== Records for processing ==

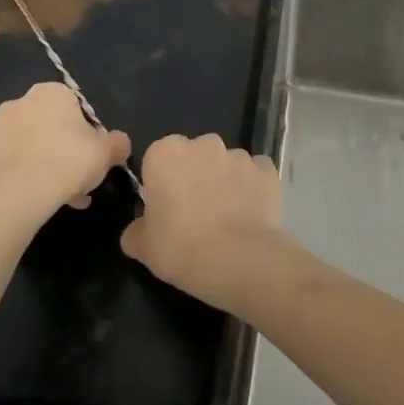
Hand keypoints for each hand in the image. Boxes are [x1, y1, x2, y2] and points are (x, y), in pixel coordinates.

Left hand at [0, 83, 130, 218]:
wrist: (16, 193)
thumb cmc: (67, 162)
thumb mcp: (105, 154)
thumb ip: (116, 143)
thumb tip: (120, 142)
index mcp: (50, 94)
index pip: (70, 107)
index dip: (81, 133)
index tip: (87, 157)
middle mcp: (16, 103)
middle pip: (41, 125)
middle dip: (55, 149)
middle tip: (69, 181)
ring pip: (17, 146)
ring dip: (30, 163)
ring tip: (45, 196)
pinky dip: (4, 178)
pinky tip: (18, 199)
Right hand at [121, 134, 285, 312]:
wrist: (237, 260)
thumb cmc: (180, 248)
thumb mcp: (142, 247)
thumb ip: (136, 230)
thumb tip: (138, 230)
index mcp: (165, 153)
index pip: (158, 158)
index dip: (162, 182)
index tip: (165, 208)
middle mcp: (203, 144)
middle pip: (195, 155)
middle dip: (194, 175)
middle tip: (195, 212)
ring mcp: (239, 155)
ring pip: (226, 164)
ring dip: (225, 181)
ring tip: (227, 217)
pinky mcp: (267, 170)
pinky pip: (256, 174)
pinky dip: (253, 188)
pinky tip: (251, 213)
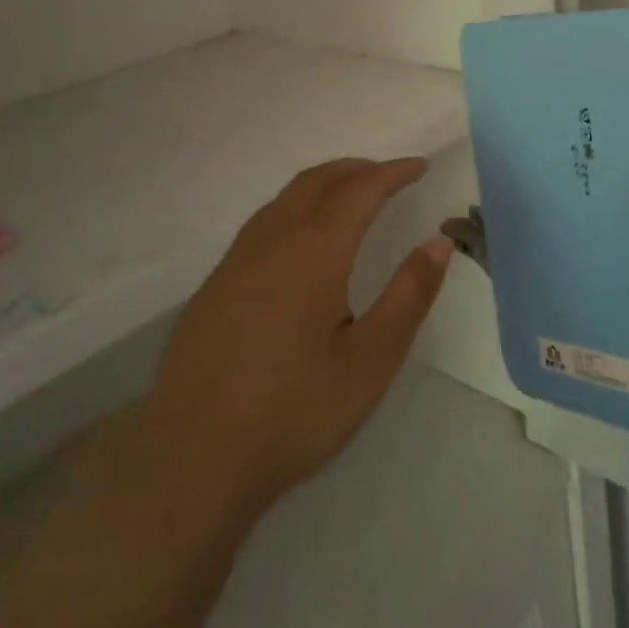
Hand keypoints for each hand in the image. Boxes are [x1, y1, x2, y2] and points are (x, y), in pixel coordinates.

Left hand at [117, 157, 452, 536]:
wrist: (190, 461)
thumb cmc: (293, 411)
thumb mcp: (371, 360)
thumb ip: (409, 295)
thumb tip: (438, 241)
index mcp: (314, 252)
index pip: (360, 190)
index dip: (393, 173)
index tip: (420, 166)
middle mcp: (272, 242)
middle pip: (317, 181)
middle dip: (357, 169)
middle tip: (389, 175)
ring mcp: (235, 262)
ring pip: (284, 199)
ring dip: (323, 185)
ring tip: (350, 197)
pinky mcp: (213, 287)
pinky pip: (262, 223)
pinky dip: (295, 208)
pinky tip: (301, 241)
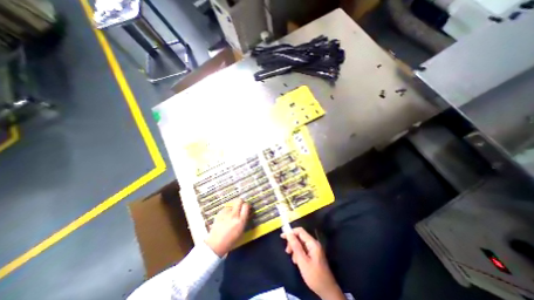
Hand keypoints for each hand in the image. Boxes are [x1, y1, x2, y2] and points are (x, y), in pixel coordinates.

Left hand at [205, 200, 249, 256]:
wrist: (216, 244)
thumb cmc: (231, 240)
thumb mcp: (241, 231)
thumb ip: (244, 219)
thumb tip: (247, 211)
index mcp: (240, 220)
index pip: (246, 206)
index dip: (247, 205)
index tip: (247, 207)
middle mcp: (234, 215)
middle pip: (239, 200)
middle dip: (241, 202)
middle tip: (241, 206)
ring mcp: (226, 213)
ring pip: (232, 203)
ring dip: (233, 207)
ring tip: (232, 213)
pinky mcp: (219, 213)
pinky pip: (226, 208)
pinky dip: (227, 210)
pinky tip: (226, 216)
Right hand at [281, 228, 343, 299]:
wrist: (327, 291)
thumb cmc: (315, 276)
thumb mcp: (303, 261)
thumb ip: (296, 246)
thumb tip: (288, 234)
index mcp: (312, 243)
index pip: (300, 231)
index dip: (291, 232)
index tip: (282, 237)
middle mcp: (314, 243)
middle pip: (300, 237)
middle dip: (292, 243)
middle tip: (287, 252)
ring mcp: (314, 249)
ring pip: (301, 244)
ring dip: (295, 249)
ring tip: (294, 260)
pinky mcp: (314, 254)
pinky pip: (304, 249)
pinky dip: (299, 253)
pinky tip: (298, 262)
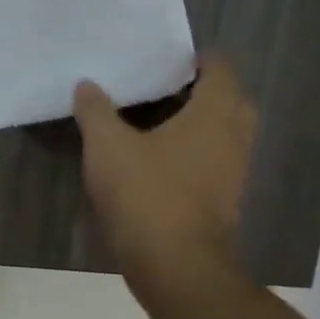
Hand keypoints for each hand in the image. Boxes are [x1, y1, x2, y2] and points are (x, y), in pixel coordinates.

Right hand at [73, 59, 254, 286]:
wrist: (174, 264)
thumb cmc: (145, 193)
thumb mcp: (106, 145)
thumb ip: (96, 110)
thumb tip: (87, 84)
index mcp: (212, 116)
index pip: (220, 71)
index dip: (200, 58)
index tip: (170, 54)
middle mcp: (232, 138)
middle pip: (231, 100)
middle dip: (205, 87)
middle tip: (166, 82)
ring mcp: (232, 171)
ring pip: (225, 132)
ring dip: (202, 119)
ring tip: (159, 115)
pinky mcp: (222, 198)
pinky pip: (215, 158)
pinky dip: (196, 147)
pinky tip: (160, 154)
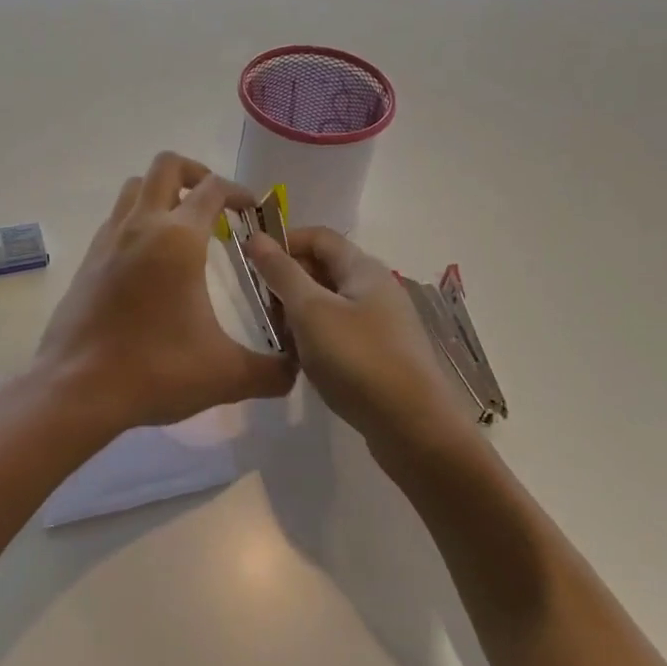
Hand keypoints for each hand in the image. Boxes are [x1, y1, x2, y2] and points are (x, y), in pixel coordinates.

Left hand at [34, 152, 297, 438]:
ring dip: (162, 192)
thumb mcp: (225, 375)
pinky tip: (151, 260)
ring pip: (134, 188)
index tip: (253, 211)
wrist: (77, 389)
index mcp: (178, 239)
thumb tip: (297, 368)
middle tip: (216, 204)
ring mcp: (108, 240)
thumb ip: (271, 371)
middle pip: (166, 165)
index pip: (212, 188)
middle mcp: (140, 226)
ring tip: (184, 226)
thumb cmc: (155, 371)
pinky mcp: (88, 260)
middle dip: (196, 173)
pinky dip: (138, 220)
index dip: (239, 192)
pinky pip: (116, 219)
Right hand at [246, 226, 472, 452]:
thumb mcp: (311, 311)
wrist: (414, 429)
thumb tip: (256, 236)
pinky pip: (339, 333)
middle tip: (261, 306)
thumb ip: (282, 272)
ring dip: (299, 314)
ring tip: (278, 338)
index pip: (318, 237)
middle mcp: (376, 289)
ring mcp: (381, 324)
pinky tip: (302, 362)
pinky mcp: (381, 355)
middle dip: (288, 281)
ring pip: (329, 304)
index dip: (283, 242)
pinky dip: (316, 338)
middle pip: (323, 269)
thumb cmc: (358, 359)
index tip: (252, 263)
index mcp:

===

What you will do: Begin at the first line of the records and please reproduce every line exactly through the one containing "thumb mcp: (371, 360)", leaving all pictures out.

Completed exercise:
Hand keypoints for each hand in the image. Boxes are [x1, y1, x2, y2] and points are (x, y), in pixel coordinates.

Left hand at [0, 83, 130, 218]:
wrist: (16, 193)
thumb cmc: (67, 162)
thumb mcp: (105, 154)
thumb ip: (116, 143)
thumb tip: (120, 142)
index mcp: (50, 94)
index pip: (70, 107)
index dip: (81, 133)
index tip: (87, 157)
middle mcp: (16, 103)
middle pip: (41, 125)
middle dip: (55, 149)
middle tip: (69, 181)
ring pip: (17, 146)
ring dip: (30, 163)
ring tip: (45, 196)
pinky dip: (4, 178)
pinky tip: (18, 199)
Right hand at [121, 134, 285, 312]:
wrist: (237, 260)
thumb cmc: (180, 248)
thumb mcp: (142, 247)
thumb ip: (136, 230)
thumb tip: (138, 230)
index mcp: (165, 153)
index pip: (158, 158)
index dip: (162, 182)
index tip: (165, 208)
middle mcp: (203, 144)
middle pip: (195, 155)
middle dip: (194, 175)
middle tip: (195, 212)
ring mcp: (239, 155)
ring pip: (226, 164)
ring dip: (225, 181)
ring tip: (227, 217)
pinky mcp: (267, 170)
pinky pip: (256, 174)
pinky dip: (253, 188)
pinky tip: (251, 213)
Hand keypoints for each hand in the image. Boxes are [x1, y1, x2, y2] and points are (x, y), in pixel coordinates.

Left hand at [117, 157, 452, 536]:
wrist: (190, 461)
thumb cmc: (293, 411)
thumb mcp: (371, 360)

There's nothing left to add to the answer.